Stored data entries

• • • • • • •

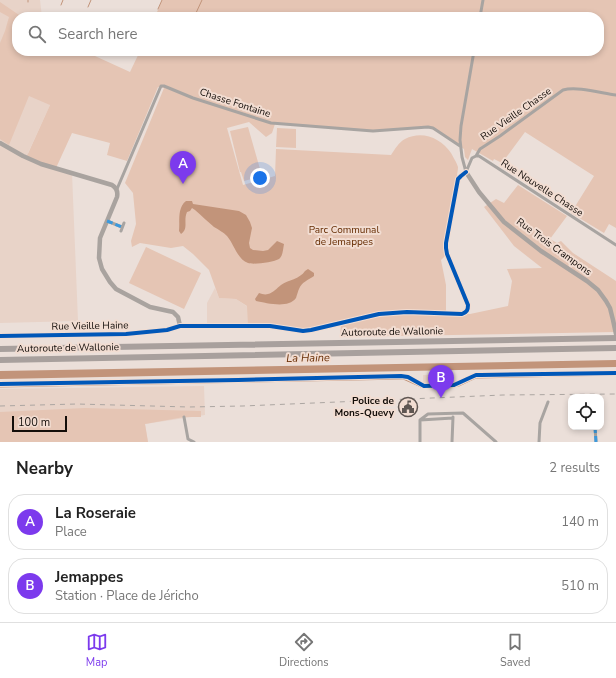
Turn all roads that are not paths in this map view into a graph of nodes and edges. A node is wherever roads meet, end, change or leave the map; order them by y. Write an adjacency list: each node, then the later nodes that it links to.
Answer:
1 (483, 0): 2 (street)
2 (481, 12)
3 (473, 56): 6 (street)
4 (616, 96): 7 (street, Rue Vieille Chasse)
5 (0, 143): 9 (street)
6 (460, 146): 8 (street); 9 (street, Chasse Fontaine)
7 (476, 156): 8 (street); 14 (street, Rue Nouvelle Chasse)
8 (466, 172): 15 (street); 16 (street, Rue Trois Crampons)
9 (117, 189): 10 (street)
10 (107, 221): 12 (street); 15 (street)
11 (124, 223): 12 (street)
12 (122, 227): 13 (street)
13 (121, 231)
14 (616, 245)
15 (180, 326): 17 (street, Rue Vieille Haine)
16 (616, 334)
17 (0, 336)
18 (616, 338): 20 (highway, Autoroute de Wallonie)
19 (616, 348): 21 (highway, Autoroute de Wallonie)
20 (0, 349)
21 (0, 360)
22 (548, 402): 30 (street)
23 (453, 416): 27 (street); 28 (street); 29 (street)
24 (184, 417): 26 (street)
25 (595, 430): 31 (street)
26 (194, 442)
27 (420, 442)
28 (452, 442)
29 (496, 442)
30 (539, 442)
31 (596, 442)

• • • • • • •

_Exercise goal_
Each word of the data should be repeated exactly, and the pictures left out.

_Your response_
Turn all roads that are not paths in this map view into a graph of nodes and edges. A node is wherever roads meet, end, change or leave the map; order them by y. Write an adjacency list: each node, then the later nodes that it links to.
Answer:
1 (483, 0): 2 (street)
2 (481, 12)
3 (473, 56): 6 (street)
4 (616, 96): 7 (street, Rue Vieille Chasse)
5 (0, 143): 9 (street)
6 (460, 146): 8 (street); 9 (street, Chasse Fontaine)
7 (476, 156): 8 (street); 14 (street, Rue Nouvelle Chasse)
8 (466, 172): 15 (street); 16 (street, Rue Trois Crampons)
9 (117, 189): 10 (street)
10 (107, 221): 12 (street); 15 (street)
11 (124, 223): 12 (street)
12 (122, 227): 13 (street)
13 (121, 231)
14 (616, 245)
15 (180, 326): 17 (street, Rue Vieille Haine)
16 (616, 334)
17 (0, 336)
18 (616, 338): 20 (highway, Autoroute de Wallonie)
19 (616, 348): 21 (highway, Autoroute de Wallonie)
20 (0, 349)
21 (0, 360)
22 (548, 402): 30 (street)
23 (453, 416): 27 (street); 28 (street); 29 (street)
24 (184, 417): 26 (street)
25 (595, 430): 31 (street)
26 (194, 442)
27 (420, 442)
28 (452, 442)
29 (496, 442)
30 (539, 442)
31 (596, 442)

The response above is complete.